There are lots of ways you can make retirement easier financially. One obvious way is to retire later.
While younger readers are likely to find that NZ Super will start at an older age than 65, many people are already retiring later than that age anyway.
This is no doubt partly because people in their mid 60s tend to be healthier than a generation ago, and they expect to live longer.
Workforce participation – part-time and fulltime – for people aged 65 and over has soared in the past 30 years or so.
According to Stats NZ, from 1990 to 2018, the percentage of people aged 65 to 69 in work more than quadrupled — from 10.2 per cent to 44.5 per cent.

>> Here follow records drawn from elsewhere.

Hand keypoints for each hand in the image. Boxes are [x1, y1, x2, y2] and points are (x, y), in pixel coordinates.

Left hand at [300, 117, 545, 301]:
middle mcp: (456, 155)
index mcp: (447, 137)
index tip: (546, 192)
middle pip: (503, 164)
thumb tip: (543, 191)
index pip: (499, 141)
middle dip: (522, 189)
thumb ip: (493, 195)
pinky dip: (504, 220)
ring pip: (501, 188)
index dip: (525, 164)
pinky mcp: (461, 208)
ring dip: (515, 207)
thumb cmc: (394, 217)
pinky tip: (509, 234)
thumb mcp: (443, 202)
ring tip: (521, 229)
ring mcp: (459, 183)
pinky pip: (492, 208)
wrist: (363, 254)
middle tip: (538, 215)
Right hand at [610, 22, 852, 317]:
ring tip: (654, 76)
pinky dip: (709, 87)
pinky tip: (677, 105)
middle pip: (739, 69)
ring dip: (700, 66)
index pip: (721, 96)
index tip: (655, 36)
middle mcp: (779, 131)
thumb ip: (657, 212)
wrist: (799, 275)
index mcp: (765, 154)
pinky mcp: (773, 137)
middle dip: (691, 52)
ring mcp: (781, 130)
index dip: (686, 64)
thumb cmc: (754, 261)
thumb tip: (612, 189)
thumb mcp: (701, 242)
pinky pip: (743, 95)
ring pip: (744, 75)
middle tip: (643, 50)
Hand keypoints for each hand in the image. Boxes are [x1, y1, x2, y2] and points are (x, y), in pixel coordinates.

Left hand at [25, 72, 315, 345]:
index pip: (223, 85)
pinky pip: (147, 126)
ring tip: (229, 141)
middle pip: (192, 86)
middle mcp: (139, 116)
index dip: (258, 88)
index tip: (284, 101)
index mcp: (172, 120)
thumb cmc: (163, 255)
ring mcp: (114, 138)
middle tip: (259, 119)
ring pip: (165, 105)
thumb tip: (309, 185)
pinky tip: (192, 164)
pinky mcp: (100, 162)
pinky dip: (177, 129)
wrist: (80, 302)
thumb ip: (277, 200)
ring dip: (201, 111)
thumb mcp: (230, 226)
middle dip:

And the percentage of people aged 70 and over in work more than tripled from 4.4 per cent to 13.6 per cent.
And the numbers, and percentages, of older workers are expected to keep rising.
Working in your late 60s may become the norm.
Continuing to work has strong appeal for some people, and the opposite for others.
In a 2018 survey of people aged over 65, BNZ found two-thirds want to keep working because of the "value and satisfaction it brings" or the ability to use their skills and talents.
And more than half want to work for the social contact.
However, close to a third said they need to work to get the money to pay their bills.
Whether you want to keep working or have to keep working as you get older, there are two pluses to doing so. For every year you keep working:
• You can save for one more year.
• You have one less year of retirement to fund with your savings.
Because of this double-barrelled effect, continuing to work past the usual retirement age can make a surprisingly big difference to how much you need to save for retirement.
How much? I worked through an example for a 50-year-old regular saver on an online retirement savings calculator.
The relative spending numbers are what matter. I found:
• If that person retires at 65 they could spend $610 a week from their savings.
• If they retire at 67 it would be $730 a week.
• And if they work until 70 it would be $970 a week.
That's more than one and a half times the amount at age 65.
"That's all very well," you might be saying. "But I'm not sure I'll be able to keep my job as I get older."
There's no doubt that some employers discriminate on the basis of age.
But you don't have to keep the same job, or even the same type of work.
What are you good at or love doing? Turn what was an interest into a part-time job. I've known people to make good money consulting, tutoring or teaching their hobby.
How about setting yourself up as a cake decorator or home handyman? One former chief executive of a large company thoroughly enjoys mowing lawns in his suburb, and chatting with the residents in the process.